Кстати, с Володей я до отъезда таки не увиделась, но мы говорили по телефону. Он с грустной улыбкой в голосе, я чувствовала её на расстоянии.

– Привезли оставшуюся мебель.

– Хорошо теперь?

– Хорошо всё, что ты делаешь, – сказал Володя. – Мы уезжаем завтра.

– Это я помню. В Киев?

– Да, потом Донецк, Одесса, Ростов… потом вернёмся на неделю, и снова… а… ты?

– Я вернусь в конце июня.

– Танюшка-а…

– Не тоскуй, Володя, время быстро пробежит за работой. К тому же вы новый альбом начали.

– Это да…

– Тебе сейчас кажется, что тебя сковала тоска, а как стронетесь с места, всё сразу изменится.

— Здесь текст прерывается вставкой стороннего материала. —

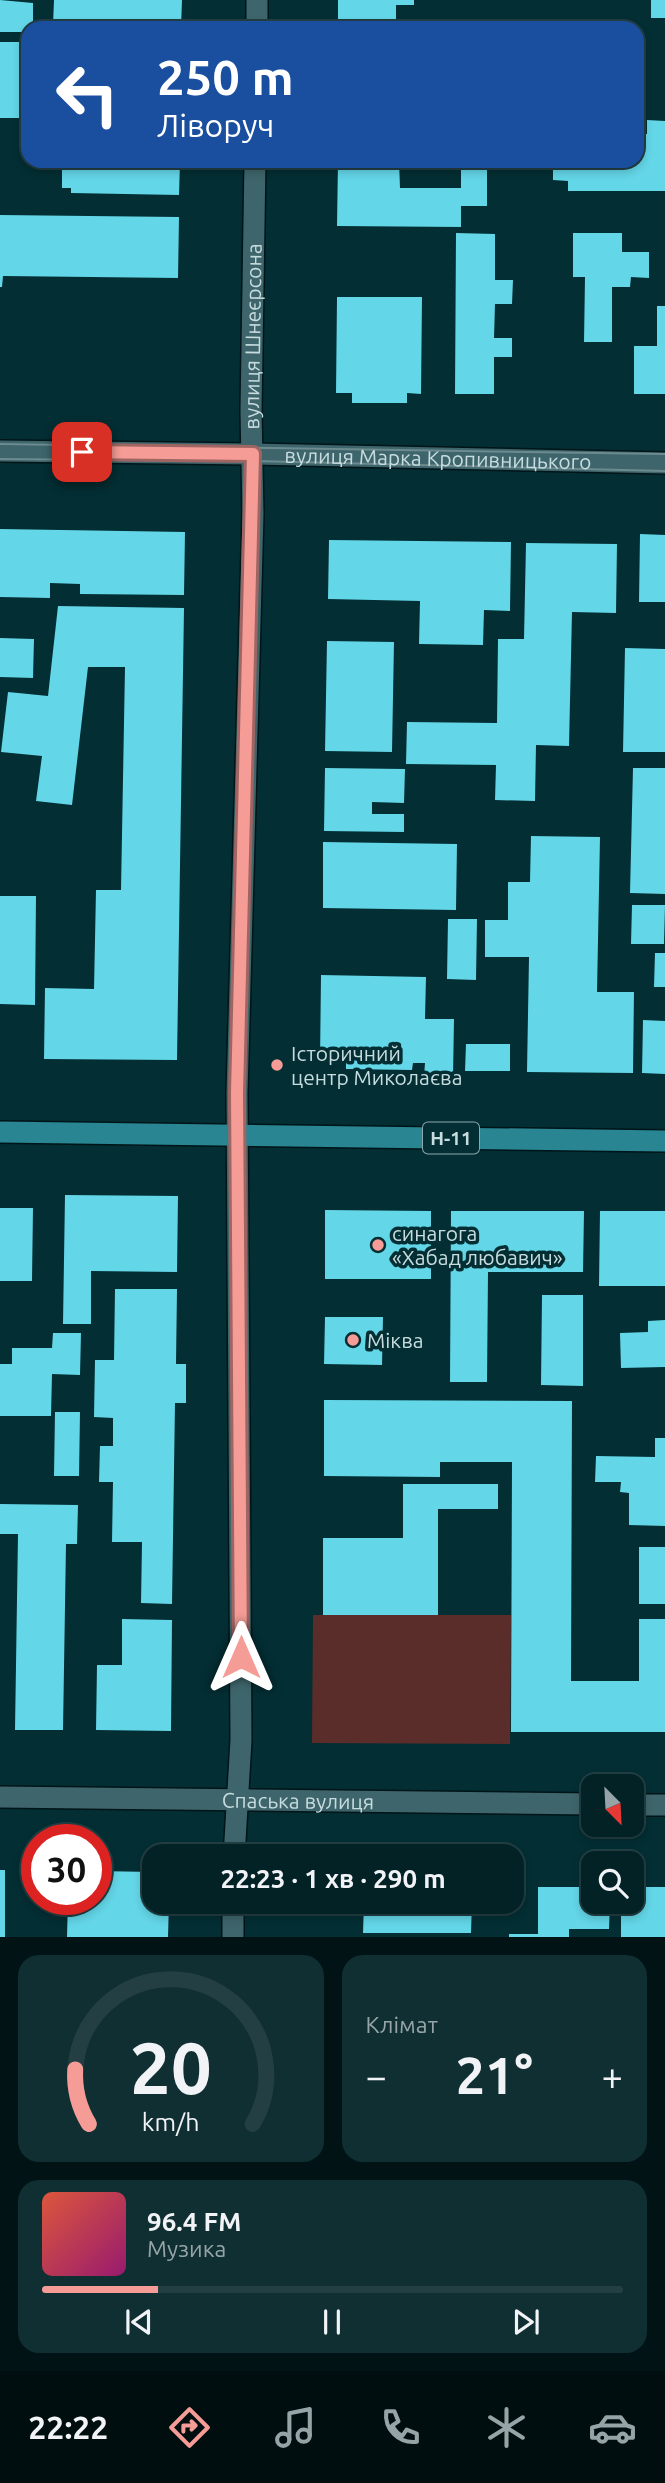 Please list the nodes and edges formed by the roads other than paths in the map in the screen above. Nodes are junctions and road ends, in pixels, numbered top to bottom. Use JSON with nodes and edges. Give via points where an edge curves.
{"nodes":[{"id":1,"x":257,"y":0,"type":"edge"},
{"id":2,"x":257,"y":21,"type":"edge"},
{"id":3,"x":255,"y":168,"type":"edge"},
{"id":4,"x":0,"y":451,"type":"edge"},
{"id":5,"x":253,"y":454,"type":"junction"},
{"id":6,"x":665,"y":463,"type":"edge"},
{"id":7,"x":0,"y":1132,"type":"edge"},
{"id":8,"x":237,"y":1136,"type":"junction"},
{"id":9,"x":665,"y":1141,"type":"edge"},
{"id":10,"x":0,"y":1797,"type":"edge"},
{"id":11,"x":238,"y":1800,"type":"junction"},
{"id":12,"x":581,"y":1804,"type":"edge"},
{"id":13,"x":644,"y":1805,"type":"edge"},
{"id":14,"x":665,"y":1805,"type":"edge"},
{"id":15,"x":235,"y":1844,"type":"edge"},
{"id":16,"x":233,"y":1914,"type":"edge"},
{"id":17,"x":233,"y":1937,"type":"edge"}],
"edges":[{"from":1,"to":2,"type":"street"},
{"from":3,"to":5,"type":"street","name":"вулиця Шнеєрсона"},
{"from":4,"to":5,"type":"street","name":"вулиця Марка Кропивницького"},
{"from":5,"to":6,"type":"street","name":"вулиця Марка Кропивницького"},
{"from":5,"to":8,"type":"street","name":"вулиця Шнеєрсона"},
{"from":7,"to":8,"type":"main road","number":"Н-11"},
{"from":8,"to":9,"type":"main road","number":"Н-11"},
{"from":8,"to":11,"type":"street","name":"вулиця Шнеєрсона"},
{"from":10,"to":11,"type":"street","name":"Спаська вулиця"},
{"from":11,"to":12,"type":"street","name":"Спаська вулиця"},
{"from":11,"to":15,"type":"street","name":"вулиця Шнеєрсона"},
{"from":13,"to":14,"type":"street"},
{"from":16,"to":17,"type":"street"}]} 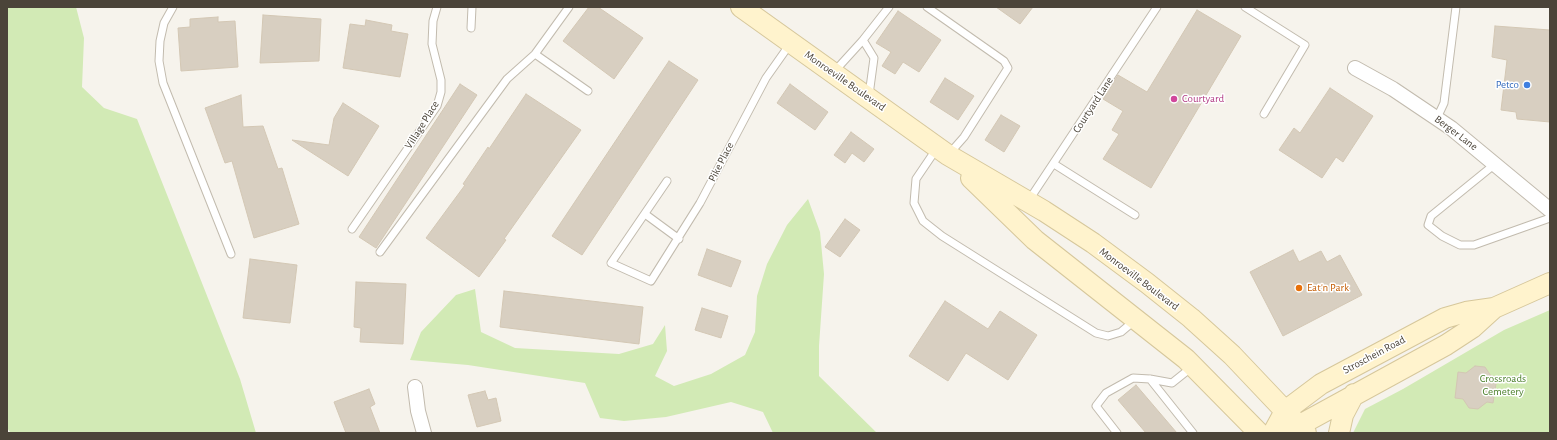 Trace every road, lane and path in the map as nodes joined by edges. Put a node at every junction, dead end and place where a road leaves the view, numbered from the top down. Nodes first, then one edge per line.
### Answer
1 (173, 7) edge
2 (437, 7) edge
3 (472, 7) edge
4 (569, 7) edge
5 (741, 7) edge
6 (889, 7) edge
7 (927, 7) edge
8 (1157, 7) edge
9 (1245, 7) edge
10 (1456, 7) edge
11 (471, 28) dead end
12 (864, 40) junction
13 (791, 43) junction
14 (535, 54) junction
15 (1355, 68) dead end
16 (833, 73) junction
17 (588, 91) dead end
18 (869, 98) junction
19 (1264, 114) dead end
20 (1437, 118) junction
21 (942, 151) junction
22 (1495, 163) junction
23 (1054, 164) junction
24 (667, 181) dead end
25 (1028, 202) junction
26 (1550, 210) edge
27 (645, 214) junction
28 (1135, 214) dead end
29 (1550, 218) edge
30 (352, 229) dead end
31 (679, 239) junction
32 (380, 252) dead end
33 (231, 254) dead end
34 (1550, 283) edge
35 (1494, 308) junction
36 (1136, 320) junction
37 (1193, 366) junction
38 (1150, 379) junction
39 (416, 387) dead end
40 (1354, 394) junction
41 (1285, 411) junction
42 (1296, 431) edge
43 (424, 433) edge
44 (1117, 433) edge
45 (1193, 433) edge
46 (1259, 433) edge
47 (1272, 433) edge
48 (1339, 433) edge

1 - 33 lane
2 - 30 lane, Village Place
3 - 11 lane
4 - 14 lane
5 - 13 main road, Monroeville Boulevard
6 - 12 lane
7 - 21 lane
8 - 23 lane, Courtyard Lane
9 - 19 lane
10 - 20 lane
12 - 16 lane
12 - 18 lane
13 - 16 main road, Monroeville Boulevard
13 - 31 lane, Pike Place
14 - 17 lane
14 - 32 lane
15 - 20 street, Berger Lane
16 - 18 main road, Monroeville Boulevard
18 - 21 main road, Monroeville Boulevard
20 - 22 street, Berger Lane
21 - 25 main road, Monroeville Boulevard
21 - 36 main road, Monroeville Boulevard
21 - 36 lane
22 - 26 street, Berger Lane
22 - 29 lane
23 - 25 lane, Courtyard Lane
23 - 28 lane
24 - 27 lane
25 - 41 main road, Monroeville Boulevard
27 - 31 lane
27 - 31 lane, Pike Place
34 - 35 main road, Stroschein Road
35 - 40 main road, Stroschein Road
35 - 41 main road, Stroschein Road
36 - 37 main road, Monroeville Boulevard
37 - 38 lane
37 - 46 main road, Monroeville Boulevard
38 - 44 lane
38 - 45 lane
39 - 43 street
40 - 42 main road, Stroschein Road
40 - 48 main road
41 - 42 main road, Monroeville Boulevard
41 - 47 main road, Stroschein Road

Как всегда.

– Да-да… приезжай хоть… на денёк?

Я засмеялась, чтобы рассеять его тоску немного.

– Как у Пугачевой в старой песне, помнишь?

– Не помню… – пробормотал Володя.

Конечно, я могла бы поехать к нему, и даже не раз, но как я могла сделать это теперь, когда Марк оказался прав в том, что я рисковала и разболелась из-за того, что не послушалась его, и он вынужден был ухаживать за мной столько дней. И что я скажу, «милый, я поеду, проведаю Володю»? Если бы это было раньше, я бы так и сделала со спокойной душой, потому что была уверена, что ему это безразлично. Но теперь я не была в этом уверена. Он ничего такого не говорил, не намекал даже, но я стала это чувствовать.

Что делать с этим я пока не думала, потому решила, что время само всё расставит по местам, здоровье наладится и всё вернётся на круги своя. Хотя бы и Боги уже вернулся. Как напугало меня это чёртово опознание, нельзя описать. Уже то, что приходится смотреть не на такого мертвеца, каких мы видели, когда занимались анатомией: вымоченного в формалине, бледного, всего какого-то аккуратного, будто он и не человек и никогда не был человеком, а просто такой помощник. Пособие, одним словом.

А здесь… это был не просто настоящий мертвый человек, притом страшно изуродованный, почти без лица, вернее, с сожжённым лицом и большей частью тела, как узнать кого-то в таком виде? Я так испугалась в первые мгновения, что всё поплыло у меня перед глазами, тем более что они заранее напугали меня, конечно, своим звонком и всеми этими предисловиями, так что я была напряжена до предела ещё до того, как они подняли своё страшное покрывало над ним, которым служила страшноватая простыня не первый свежести, с чёрными штампами. Промелькнула даже мысль: неужели нас всех в конце ждут такие простыни?..

Но я заставила себя собраться и я помню, отчётливо и точно, что этот человек на цинковом столе в морге не был Боги. Браслет, конечно, аргумент и это первое, что я вспомнила и пока спорила с ними, немного пришла в себя от первого потрясения, собралась с мыслями и зрением, но браслет, действительно, можно снять, подумаешь, перекусил звено и свободен, почему Боги было не сделать это? И хотя я была уверена, что Боги не снял бы мой подарок, но всё могло быть.

Но главное было совсем не в браслете, конечно. Просто, это был не он, не Боги. Я его знаю близко много лет, помню, как совсем заросла волосами его грудь и волосы стали появляться на спине, что меня смешило, а он не верил и просил показать в зеркале. Я знаю, какой формы его грудь и плечи, руки… голова, в конце концов. Да, тот человек сильно обгорел, но форма тела не изменилась бы настолько, чтобы я могла ошибиться.

И теперь я стала чаще думать о Боги и вспоминать, какой он славный, верный друг и влюблённый. И как я жалела теперь, что просила его не звонить и забыть меня и Москву хотя бы на время. Как это получилось нехорошо… и как тревожно теперь, несмотря на мою уверенность, что я видела не его тело, я теперь волновалась о нём. Ведь паспорт-то как-то оказался при этом трупе. Наверное, это и было тем, что украли у Боги, когда вскрыли замки в его мастерской.